Summary of all ML workspaces in Cloudera Observability

You can monitor a summary of all workspaces and track usage trends for both workloads and infrastructure in Cloudera Observability. This view helps you decide which workspace to investigate further by identifying potential issues based on cluster activity, peak and low times, deviations, and other indicators.

How to select a time range

By default, displays workload data for the last 24 hours. You can select a different time range from the time range list. All charts and tables on the ML summary dashboard are updated to reflect the workload data for the selected period. For information about the time-range list options, see Specifying a time range.

How the workload performance metrics across all workspaces are represented

The Machine Learning summary page provides detailed information for all workspaces, listing multiple workspaces running under the specific machine learning service.

  • Total ML WORKLOADS: A bar chart illustrates the aggregate count of total ML workloads across all the workspaces within the Cloudera AI environment, categorized by jobs, sessions, applications, and models. Each category is depicted by horizontal bars, with their values summed up. The highest value is prioritized at the top.
  • FAILED ML WORKLOADS: A bar chart visualizes the combined count of total ML workloads and unsuccessful ones. Jobs, sessions, applications, and model categories show the count of failed ML workloads. The highest count of failed workloads takes precedence at the top.
  • AVERAGE SYSTEM BUSYNESS: A line chart displays the average consumption of resources across all your workspaces at the Cloudera AI level, illustrated as a percentage. This metric helps you understand concurrent processes, CPU utilization, memory usage, network traffic, and storage access, indicating whether you over-allocate or under-allocate resources to your workspaces. Hover over a bar to view the average percentage of system busyness activity.

How to analyze workspace usage

The Workspace Usage Analysis page lists active workspaces based on their average busyness metrics. The Workspace Usage Analysis page opens with the following options:
  • Top 5 Allocated: Displays the top five allocated workspaces, calculated based on the busyness usage, not the percentage. If the number of active workspaces is fewer than five based on the busyness metrics, only those workspaces are listed.
  • Bottom 5 Allocated: Displays the bottom five workspaces, calculated based on the busyness usage, not the percentage.
  • Custom 5: Allows you to filter custom five workspaces. Select five or less than five workspaces and click Apply.
From the workspace list, in the Name column, click the workspace link for detailed usage analysis for each workspace. See Resource utilization and performance metrics for Machine Learning (ML) workspace.

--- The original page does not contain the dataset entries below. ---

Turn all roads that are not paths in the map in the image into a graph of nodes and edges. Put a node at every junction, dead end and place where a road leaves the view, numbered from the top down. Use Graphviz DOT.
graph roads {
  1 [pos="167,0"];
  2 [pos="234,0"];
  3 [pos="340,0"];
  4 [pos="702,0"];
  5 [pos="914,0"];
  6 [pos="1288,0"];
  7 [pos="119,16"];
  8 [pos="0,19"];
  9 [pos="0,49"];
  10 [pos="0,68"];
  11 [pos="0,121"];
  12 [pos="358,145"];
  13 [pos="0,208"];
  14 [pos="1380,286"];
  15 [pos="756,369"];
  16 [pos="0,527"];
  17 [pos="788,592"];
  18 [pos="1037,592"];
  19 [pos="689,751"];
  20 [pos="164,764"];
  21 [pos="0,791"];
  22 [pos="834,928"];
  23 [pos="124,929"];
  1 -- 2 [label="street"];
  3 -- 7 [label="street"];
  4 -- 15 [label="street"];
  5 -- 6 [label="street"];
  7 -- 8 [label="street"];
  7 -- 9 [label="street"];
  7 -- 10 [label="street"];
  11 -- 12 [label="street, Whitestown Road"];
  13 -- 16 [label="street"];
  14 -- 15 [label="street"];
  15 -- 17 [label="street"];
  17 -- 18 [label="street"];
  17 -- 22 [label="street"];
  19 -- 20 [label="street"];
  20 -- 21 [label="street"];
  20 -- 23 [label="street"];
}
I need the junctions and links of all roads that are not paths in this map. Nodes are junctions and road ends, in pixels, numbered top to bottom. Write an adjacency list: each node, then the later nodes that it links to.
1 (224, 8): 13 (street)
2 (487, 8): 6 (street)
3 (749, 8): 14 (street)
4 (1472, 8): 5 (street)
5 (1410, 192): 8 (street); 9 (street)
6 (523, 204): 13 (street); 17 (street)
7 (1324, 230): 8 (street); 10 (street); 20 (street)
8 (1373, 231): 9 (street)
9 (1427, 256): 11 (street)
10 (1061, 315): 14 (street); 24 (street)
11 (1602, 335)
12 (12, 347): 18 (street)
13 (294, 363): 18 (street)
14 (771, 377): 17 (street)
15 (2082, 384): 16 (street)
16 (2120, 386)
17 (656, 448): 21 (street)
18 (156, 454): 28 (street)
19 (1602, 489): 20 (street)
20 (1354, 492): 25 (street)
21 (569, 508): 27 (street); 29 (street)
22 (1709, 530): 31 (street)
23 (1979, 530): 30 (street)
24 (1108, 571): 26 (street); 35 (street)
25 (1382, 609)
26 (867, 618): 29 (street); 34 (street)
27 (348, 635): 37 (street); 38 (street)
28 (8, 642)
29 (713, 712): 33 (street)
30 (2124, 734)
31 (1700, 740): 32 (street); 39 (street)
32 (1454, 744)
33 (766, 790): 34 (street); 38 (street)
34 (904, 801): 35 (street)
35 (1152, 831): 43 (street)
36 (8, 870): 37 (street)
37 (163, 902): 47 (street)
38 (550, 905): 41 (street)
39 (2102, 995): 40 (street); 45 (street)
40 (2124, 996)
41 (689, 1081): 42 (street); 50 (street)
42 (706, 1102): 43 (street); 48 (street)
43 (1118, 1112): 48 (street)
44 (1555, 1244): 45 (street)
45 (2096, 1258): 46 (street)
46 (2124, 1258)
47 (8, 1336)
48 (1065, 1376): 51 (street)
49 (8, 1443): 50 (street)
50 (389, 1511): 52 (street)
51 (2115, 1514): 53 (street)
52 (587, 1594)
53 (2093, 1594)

Resource utilization across workspaces

  • CPU: Provides a historical overview of CPU usage at the workspace level. Hover over to see CPU usage as a percentage and the actual CPU utilized compared to the available CPU.
  • GPU: Provides a historical overview of GPU usage at the workspace level. Hover over to see how much GPU core used compared to the allocated GPU cores.
  • Memory: Provides a historical view of memory usage with workspace granularity. Hover over to view memory usage in percentage and actual memory used compared to the available memory.
  • GPU Memory: Provides a historical view of GPU memory usage with workspace granularity. Hover over to view GPU memory usage in bytes and actual GPU memory used compared to the allocated GPU memory.
  • Network: Measures in Mebibyte (MiB) and Gibibyte (GiB). Offers a historical perspective on network activity. Hover over to view the number of bytes received by all workspaces and bytes transmitted by all workspaces in a list form.
  • Storage: Displays IOPS and Throughput. Hover over to view information on reads and writes in bytes/seconds.
    • IOPS: The IOPS metric shows how many read and write operations a storage device can perform per second. A single operation is performed on one Hard Disk Drive (HDD) normally has 512 B or 4 KB blocks, whereas modern Solid State Drive (SSD) expose storage memory in pages joined in blocks that can reach 512 KB in size.
    • Throughput: Storage throughput (data transfer rate) measures the data transfer to and from the storage device per second. Normally, throughput is measured in Megabytes. Throughput is closely related to IOPS and block size.